Teachers, much like parents, contribute greatly to shape the lives of their students, but very rarely go beyond the call of duty, to make a genuine difference.
KR Ushakumari is one of those few extraordinary teachers.
A resident of Amboori village in the Thiruvananthapuram district, Ushakumari undertakes a treacherous journey through steep hills and forests every day, all to provide education to a group of tribal children.
Ushakumari’s daily journey to the school, begins at 7.30 in the morning, as she rides on her scooty to travel till Kumbikkal Kadavu. From there, she rows a boat to reach the shore across and begins another long trek.
After a couple of kilometres, the road to her destination goes steeper into the hilly tropical forest area which known to be inhabited by wild elephants and leopards.
With the support of a stick, she, however, carries on, often accompanied by her students who join her along the way to the school located near the Kanni tribal settlement in Kunnathumala.
The school, Agasthya Ega Adhyapaka Vidyalaya, is located atop the hills within the area of the Agasthyarkoodam, which is a 1,868-metre (6,129 ft)-tall peak in the Neyyar Wildlife Sanctuary of Kerala.
Despite the 2-hour-long journey through such difficult terrain, Ushakumari has never been late to school in the last 16 years, reports the Hindu.
She is the only teacher in the school which functions from 10:00 a.m. to 4:00 p.m., and teaches all the subjects (languages, mathematics, environmental science) to a group of 14 students from Class 1 to 4.
“The government began single teacher schools in the tribal areas of Thiruvananthapuram, back in 1999. It was there in other places like Malappuram even before that,” said Ushakumari to The News Minute.
She is not just a teacher, but also takes care of all the other needs of the school and her students, which includes getting them a proper nutritious lunch with eggs and milk. In her absence, a caretaker is also appointed to carry on the procedure properly.

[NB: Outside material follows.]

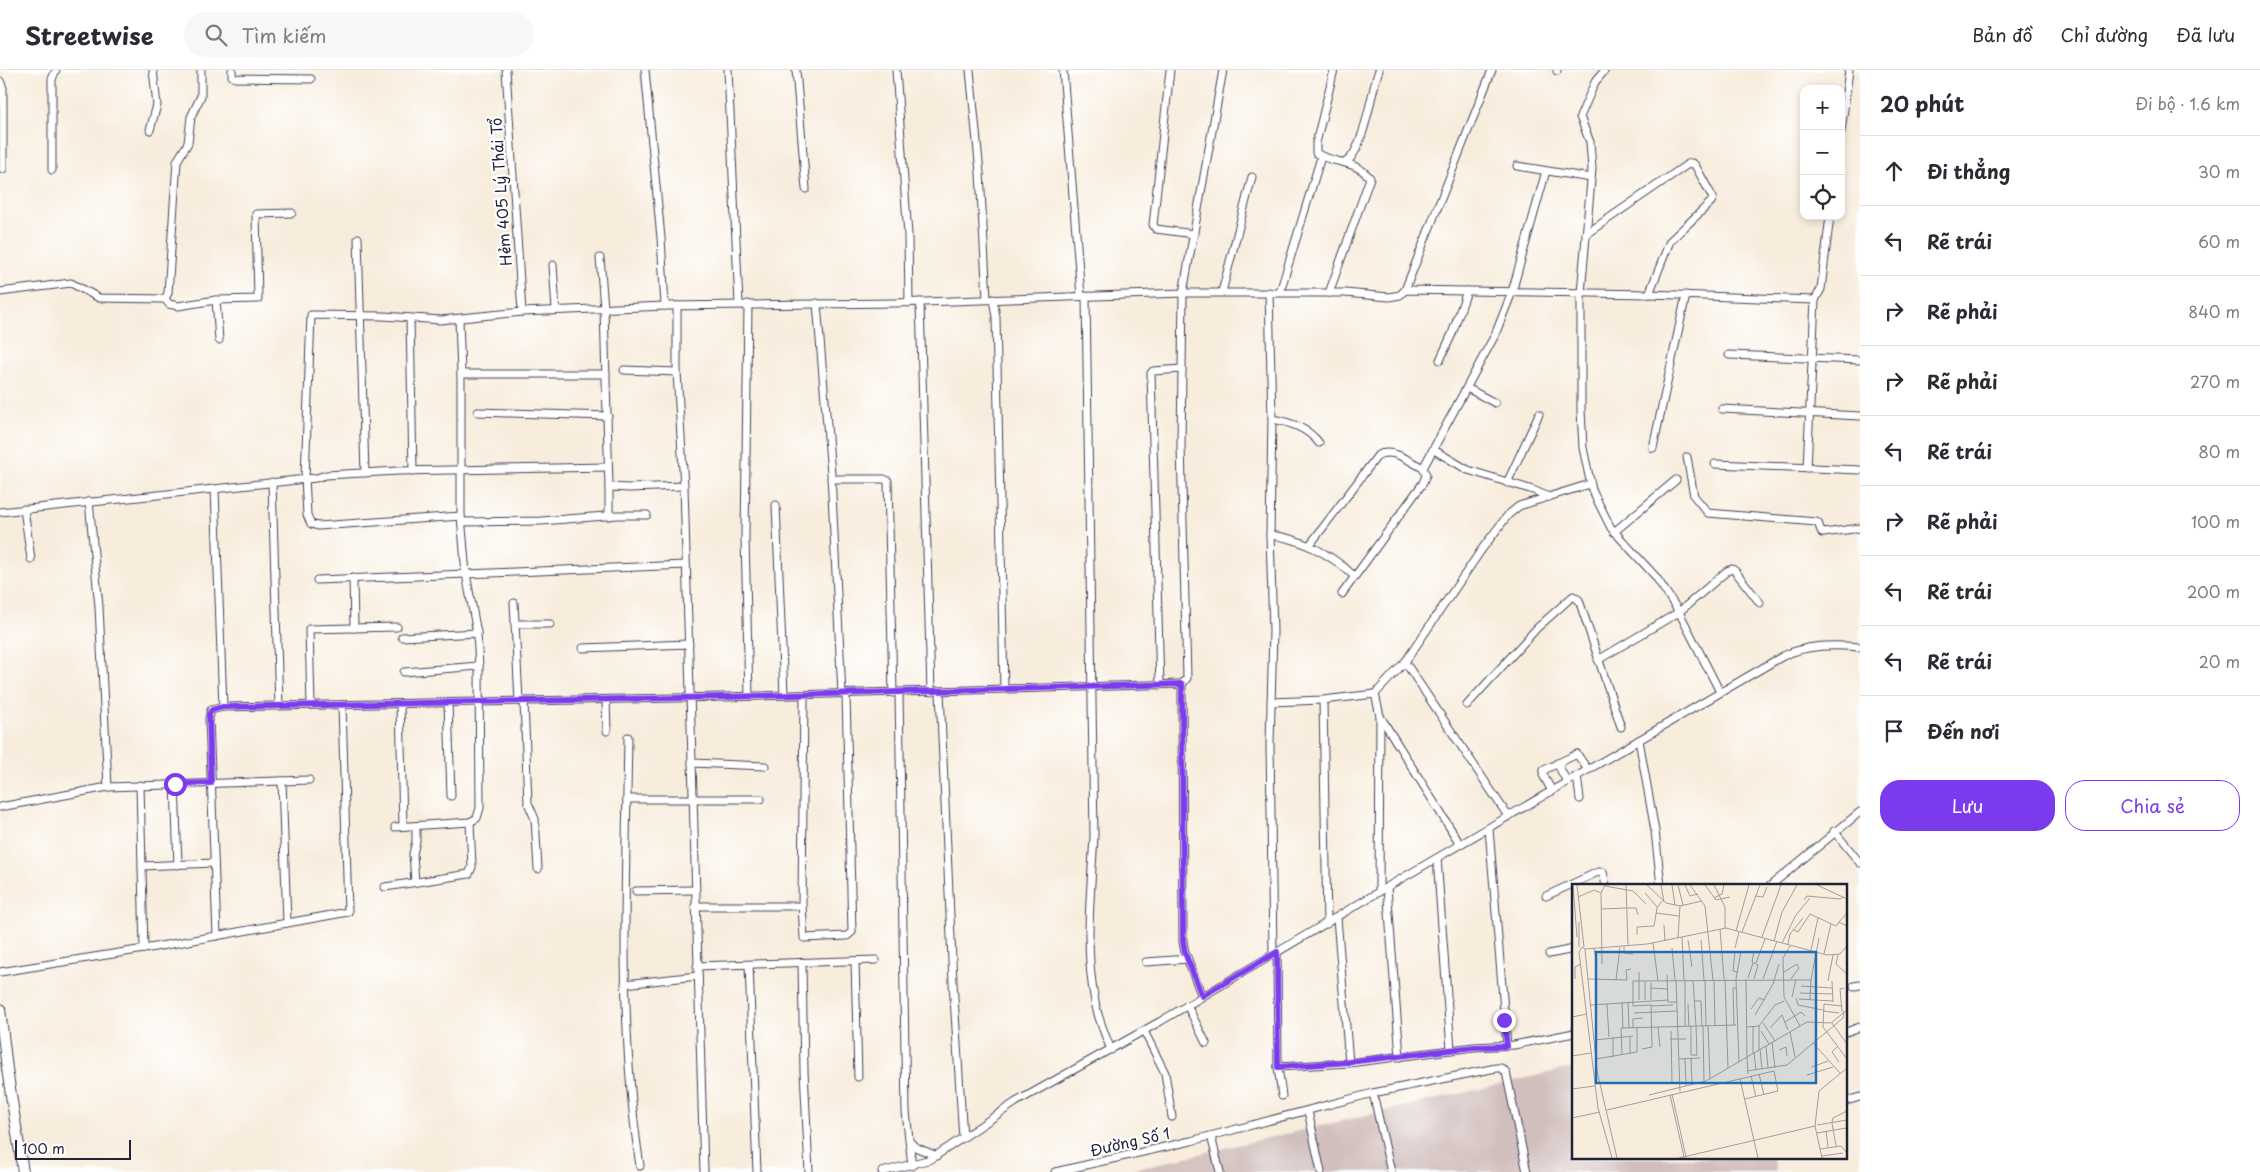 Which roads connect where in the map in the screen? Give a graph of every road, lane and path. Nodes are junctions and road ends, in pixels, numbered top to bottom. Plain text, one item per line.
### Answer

She admits that it has been a challenge. Even without a salary for months, she has managed to continue her work with conviction, sometimes by spending from her own pocket to get the students a proper meal. The school building is also a new development, and before this, she would sit under the trees or on rock beds along with her students and teach them.
For her exemplary work and commitment, Ushakumari has won several accolades including the Saksharatha Puraskaram from KANFED (Kerala Association for Nonformal Education and Development), but she her true reward, she says, will be when her students graduate with flying colours and build a career for themselves.
Until then, she will continue to cross rivers and trek through mountains to bring about true change!